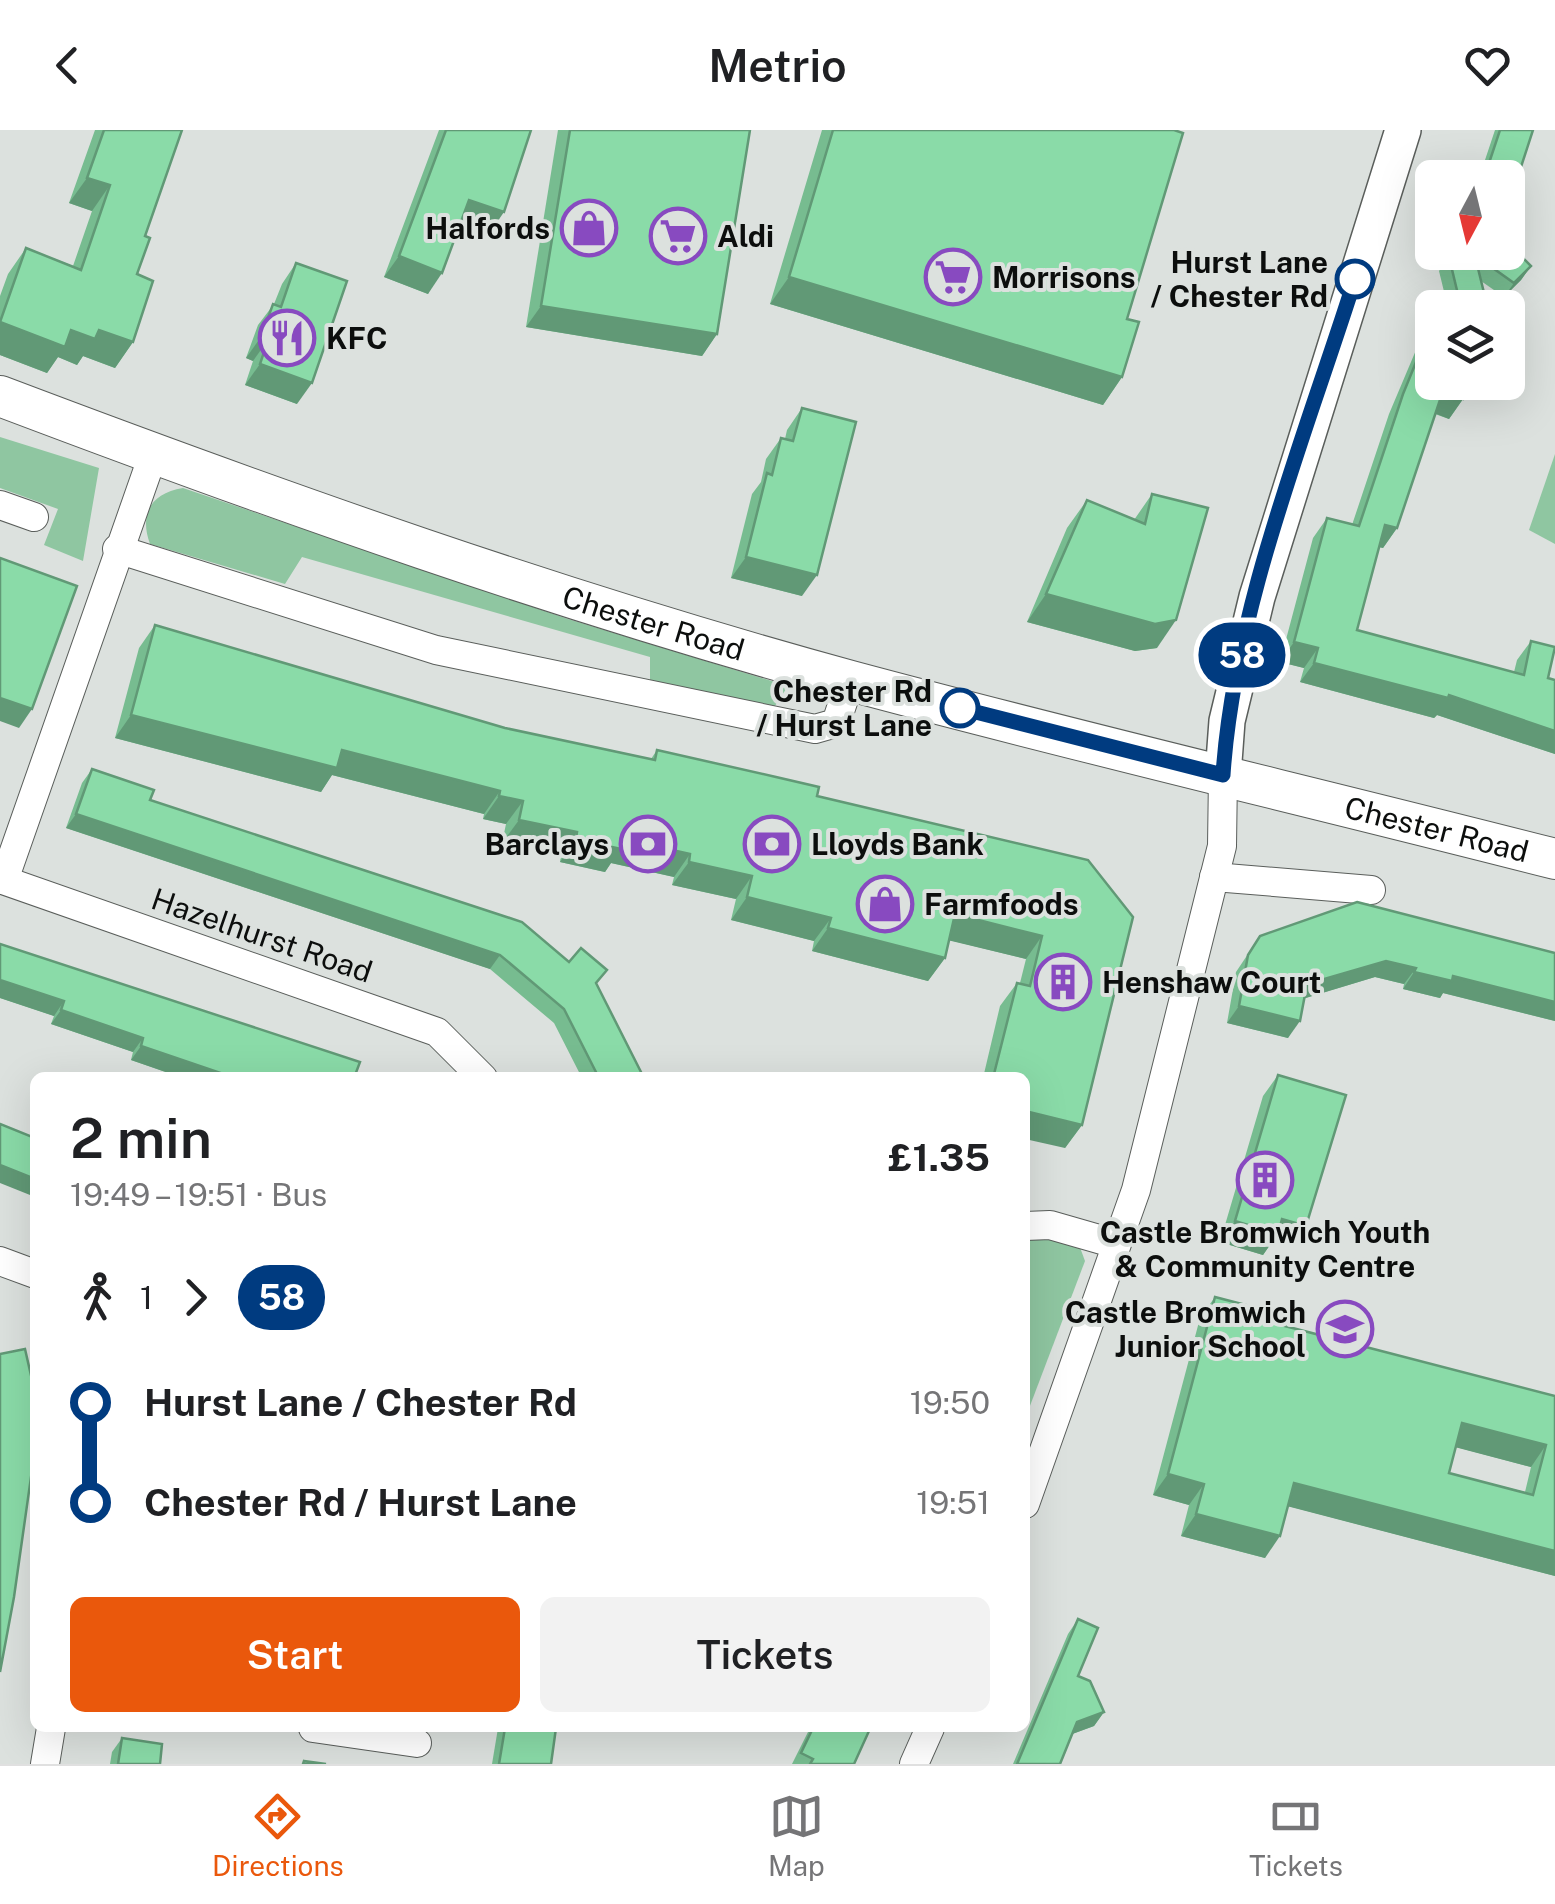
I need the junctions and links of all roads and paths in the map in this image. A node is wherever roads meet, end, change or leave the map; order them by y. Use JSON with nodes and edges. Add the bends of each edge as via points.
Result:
{"nodes":[{"id":1,"x":1403,"y":130,"type":"edge"},
{"id":2,"x":0,"y":396,"type":"edge"},
{"id":3,"x":153,"y":455,"type":"junction"},
{"id":4,"x":0,"y":505,"type":"edge"},
{"id":5,"x":34,"y":517,"type":"dead end"},
{"id":6,"x":117,"y":548,"type":"junction"},
{"id":7,"x":850,"y":680,"type":"junction"},
{"id":8,"x":1223,"y":775,"type":"junction"},
{"id":9,"x":1555,"y":859,"type":"edge"},
{"id":10,"x":1214,"y":877,"type":"junction"},
{"id":11,"x":2,"y":880,"type":"edge"},
{"id":12,"x":1371,"y":890,"type":"dead end"},
{"id":13,"x":477,"y":1072,"type":"edge"},
{"id":14,"x":1030,"y":1226,"type":"edge"},
{"id":15,"x":1116,"y":1244,"type":"junction"},
{"id":16,"x":0,"y":1261,"type":"edge"},
{"id":17,"x":30,"y":1272,"type":"edge"},
{"id":18,"x":1030,"y":1490,"type":"edge"},
{"id":19,"x":50,"y":1732,"type":"edge"},
{"id":20,"x":337,"y":1732,"type":"edge"},
{"id":21,"x":928,"y":1732,"type":"edge"},
{"id":22,"x":417,"y":1745,"type":"edge"},
{"id":23,"x":45,"y":1764,"type":"edge"},
{"id":24,"x":914,"y":1764,"type":"edge"}],
"edges":[{"from":1,"to":8,"type":"street","via":[[1261,581],[1230,702]]},
{"from":2,"to":3,"type":"main road","name":"Chester Road"},
{"from":3,"to":6,"type":"street"},
{"from":3,"to":7,"type":"main road","name":"Chester Road","via":[[382,536]]},
{"from":4,"to":5,"type":"street"},
{"from":6,"to":7,"type":"street","via":[[436,650],[816,729],[836,723]]},
{"from":6,"to":11,"type":"street"},
{"from":7,"to":8,"type":"main road","name":"Chester Road"},
{"from":8,"to":9,"type":"main road","name":"Chester Road"},
{"from":8,"to":10,"type":"street","via":[[1222,846]]},
{"from":10,"to":12,"type":"street"},
{"from":10,"to":15,"type":"street","via":[[1136,1190]]},
{"from":11,"to":13,"type":"street","name":"Hazelhurst Road","via":[[437,1032]]},
{"from":14,"to":15,"type":"street"},
{"from":15,"to":18,"type":"street"},
{"from":16,"to":17,"type":"street"},
{"from":19,"to":23,"type":"street"},
{"from":20,"to":22,"type":"street"},
{"from":21,"to":24,"type":"street"}]}
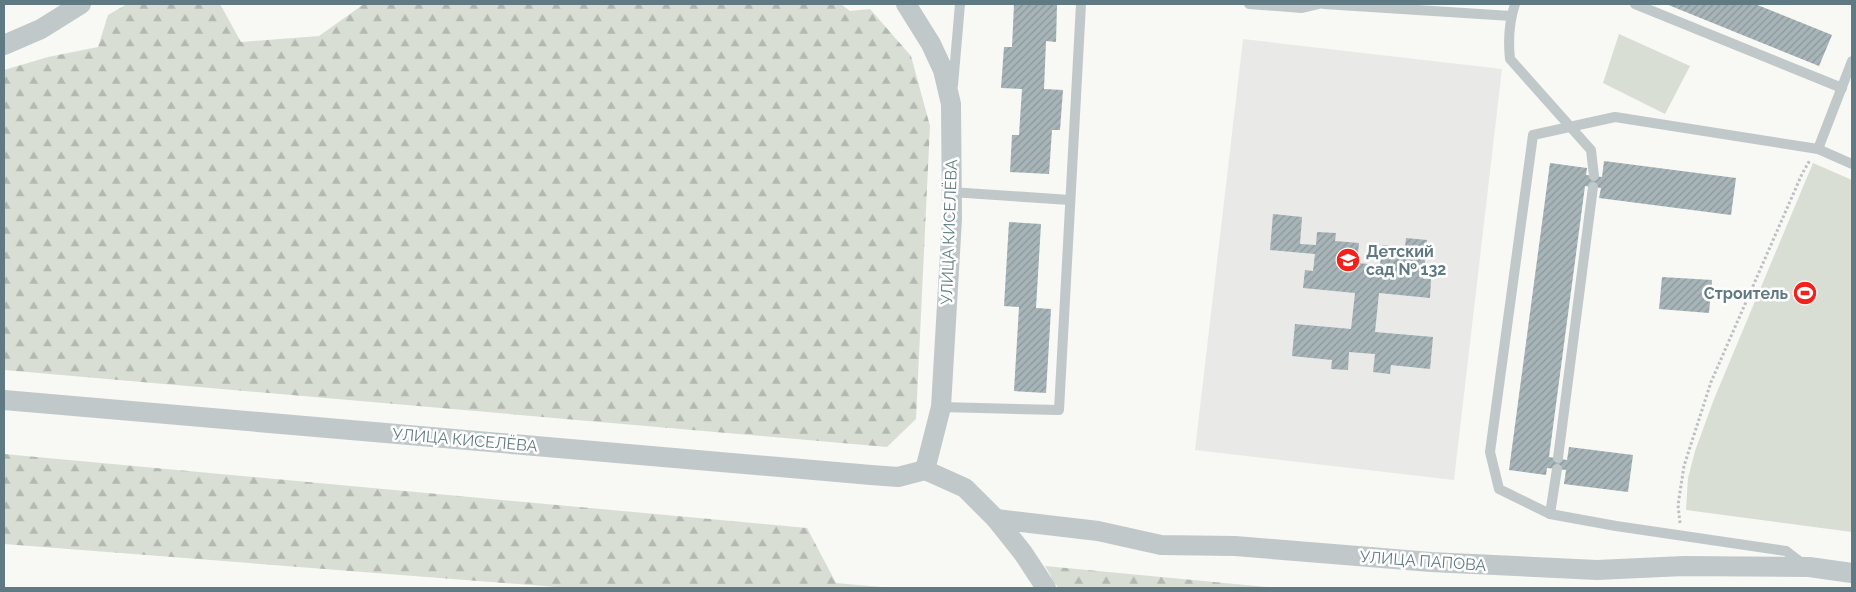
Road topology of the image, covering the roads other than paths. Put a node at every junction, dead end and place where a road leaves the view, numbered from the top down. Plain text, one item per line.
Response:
1 (81, 4) edge
2 (906, 4) edge
3 (960, 4) edge
4 (1081, 4) edge
5 (1249, 4) edge
6 (1319, 4) edge
7 (1324, 4) edge
8 (1515, 4) edge
9 (1635, 4) edge
10 (1511, 16) junction
11 (4, 45) edge
12 (1852, 61) edge
13 (1842, 88) junction
14 (951, 104) junction
15 (1570, 126) junction
16 (1818, 149) junction
17 (1852, 164) edge
18 (1594, 176) dead end
19 (1593, 187) dead end
20 (951, 192) junction
21 (1070, 200) junction
22 (4, 400) edge
23 (941, 407) junction
24 (926, 470) junction
25 (1550, 514) junction
26 (996, 518) junction
27 (1809, 567) junction
28 (1852, 573) edge
29 (1046, 588) edge

1 - 11 street
2 - 14 street, УЛИЦА КИСЕЛЁВА
3 - 14 lane
4 - 21 lane
5 - 6 lane
7 - 10 lane
8 - 10 lane
9 - 13 lane
10 - 15 lane
12 - 13 lane
13 - 16 lane
14 - 20 street, УЛИЦА КИСЕЛЁВА
15 - 16 lane
15 - 18 lane
15 - 25 lane
16 - 17 lane
19 - 25 lane
20 - 21 lane
20 - 23 street, УЛИЦА КИСЕЛЁВА
21 - 23 lane
22 - 24 street, УЛИЦА КИСЕЛЁВА
23 - 24 street, УЛИЦА КИСЕЛЁВА
24 - 26 street
25 - 27 lane
26 - 27 street, УЛИЦА ПАПОВА
26 - 29 street
27 - 28 street, УЛИЦА ПАПОВА

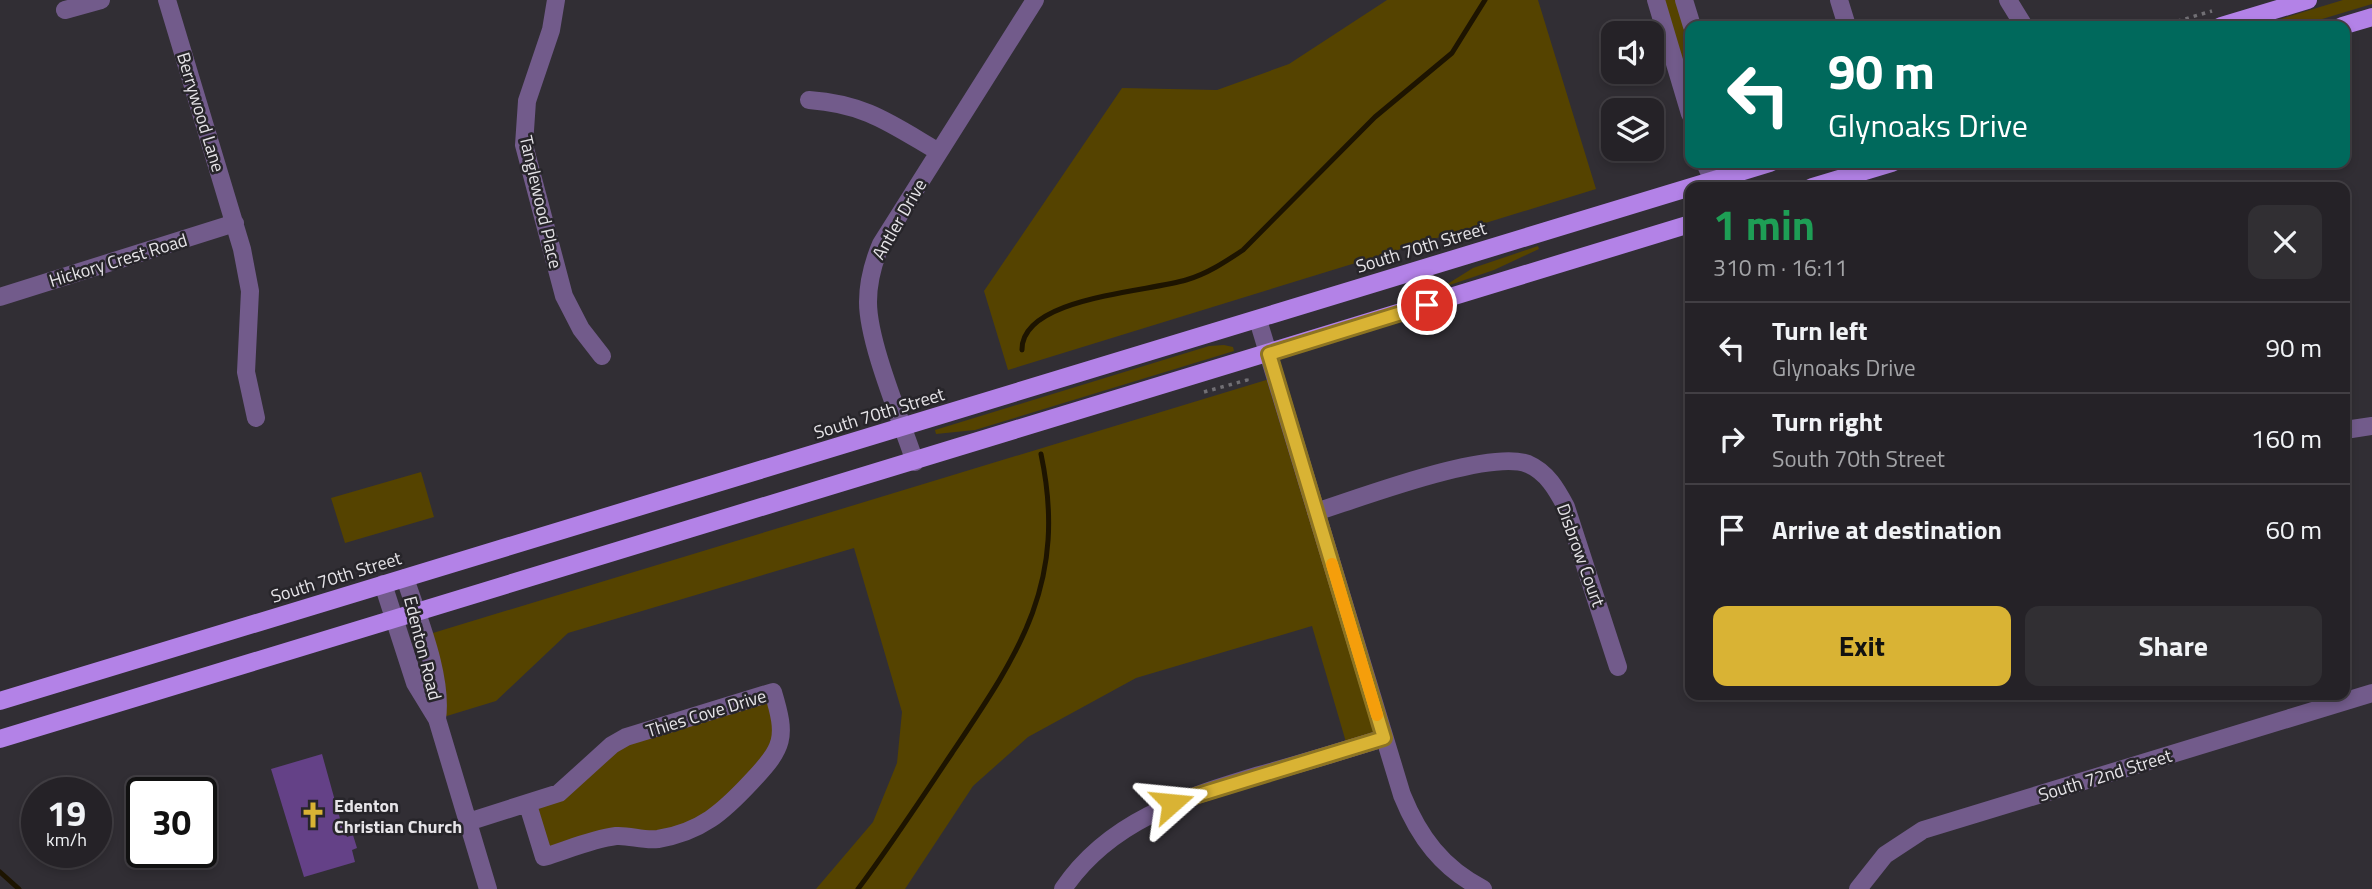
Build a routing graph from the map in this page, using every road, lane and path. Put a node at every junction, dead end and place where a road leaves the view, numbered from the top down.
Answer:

→ **Task requirements**
Although the material contains pictures, only the lines are to be written out, exactly as they stand.

→ **Answer area**
I need the junctions and links of all roads and paths in the map in this image. A node is wherever roads meet, end, change or leave the map; order them by y. Use JSON with nodes and edges. Add the bends of each edge as via points.
Result:
{"nodes":[{"id":1,"x":1403,"y":130,"type":"edge"},
{"id":2,"x":0,"y":396,"type":"edge"},
{"id":3,"x":153,"y":455,"type":"junction"},
{"id":4,"x":0,"y":505,"type":"edge"},
{"id":5,"x":34,"y":517,"type":"dead end"},
{"id":6,"x":117,"y":548,"type":"junction"},
{"id":7,"x":850,"y":680,"type":"junction"},
{"id":8,"x":1223,"y":775,"type":"junction"},
{"id":9,"x":1555,"y":859,"type":"edge"},
{"id":10,"x":1214,"y":877,"type":"junction"},
{"id":11,"x":2,"y":880,"type":"edge"},
{"id":12,"x":1371,"y":890,"type":"dead end"},
{"id":13,"x":477,"y":1072,"type":"edge"},
{"id":14,"x":1030,"y":1226,"type":"edge"},
{"id":15,"x":1116,"y":1244,"type":"junction"},
{"id":16,"x":0,"y":1261,"type":"edge"},
{"id":17,"x":30,"y":1272,"type":"edge"},
{"id":18,"x":1030,"y":1490,"type":"edge"},
{"id":19,"x":50,"y":1732,"type":"edge"},
{"id":20,"x":337,"y":1732,"type":"edge"},
{"id":21,"x":928,"y":1732,"type":"edge"},
{"id":22,"x":417,"y":1745,"type":"edge"},
{"id":23,"x":45,"y":1764,"type":"edge"},
{"id":24,"x":914,"y":1764,"type":"edge"}],
"edges":[{"from":1,"to":8,"type":"street","via":[[1261,581],[1230,702]]},
{"from":2,"to":3,"type":"main road","name":"Chester Road"},
{"from":3,"to":6,"type":"street"},
{"from":3,"to":7,"type":"main road","name":"Chester Road","via":[[382,536]]},
{"from":4,"to":5,"type":"street"},
{"from":6,"to":7,"type":"street","via":[[436,650],[816,729],[836,723]]},
{"from":6,"to":11,"type":"street"},
{"from":7,"to":8,"type":"main road","name":"Chester Road"},
{"from":8,"to":9,"type":"main road","name":"Chester Road"},
{"from":8,"to":10,"type":"street","via":[[1222,846]]},
{"from":10,"to":12,"type":"street"},
{"from":10,"to":15,"type":"street","via":[[1136,1190]]},
{"from":11,"to":13,"type":"street","name":"Hazelhurst Road","via":[[437,1032]]},
{"from":14,"to":15,"type":"street"},
{"from":15,"to":18,"type":"street"},
{"from":16,"to":17,"type":"street"},
{"from":19,"to":23,"type":"street"},
{"from":20,"to":22,"type":"street"},
{"from":21,"to":24,"type":"street"}]}
Road topology of the image, covering the roads other than paths. Put a node at every junction, dead end and place where a road leaves the view, numbered from the top down. Plain text, one item per line.
Response:
1 (81, 4) edge
2 (906, 4) edge
3 (960, 4) edge
4 (1081, 4) edge
5 (1249, 4) edge
6 (1319, 4) edge
7 (1324, 4) edge
8 (1515, 4) edge
9 (1635, 4) edge
10 (1511, 16) junction
11 (4, 45) edge
12 (1852, 61) edge
13 (1842, 88) junction
14 (951, 104) junction
15 (1570, 126) junction
16 (1818, 149) junction
17 (1852, 164) edge
18 (1594, 176) dead end
19 (1593, 187) dead end
20 (951, 192) junction
21 (1070, 200) junction
22 (4, 400) edge
23 (941, 407) junction
24 (926, 470) junction
25 (1550, 514) junction
26 (996, 518) junction
27 (1809, 567) junction
28 (1852, 573) edge
29 (1046, 588) edge

1 - 11 street
2 - 14 street, УЛИЦА КИСЕЛЁВА
3 - 14 lane
4 - 21 lane
5 - 6 lane
7 - 10 lane
8 - 10 lane
9 - 13 lane
10 - 15 lane
12 - 13 lane
13 - 16 lane
14 - 20 street, УЛИЦА КИСЕЛЁВА
15 - 16 lane
15 - 18 lane
15 - 25 lane
16 - 17 lane
19 - 25 lane
20 - 21 lane
20 - 23 street, УЛИЦА КИСЕЛЁВА
21 - 23 lane
22 - 24 street, УЛИЦА КИСЕЛЁВА
23 - 24 street, УЛИЦА КИСЕЛЁВА
24 - 26 street
25 - 27 lane
26 - 27 street, УЛИЦА ПАПОВА
26 - 29 street
27 - 28 street, УЛИЦА ПАПОВА

Build a routing graph from the map in this page, using every road, lane and path. Put a node at every junction, dead end and place where a road leaves the view, numbered from the top down.
Answer:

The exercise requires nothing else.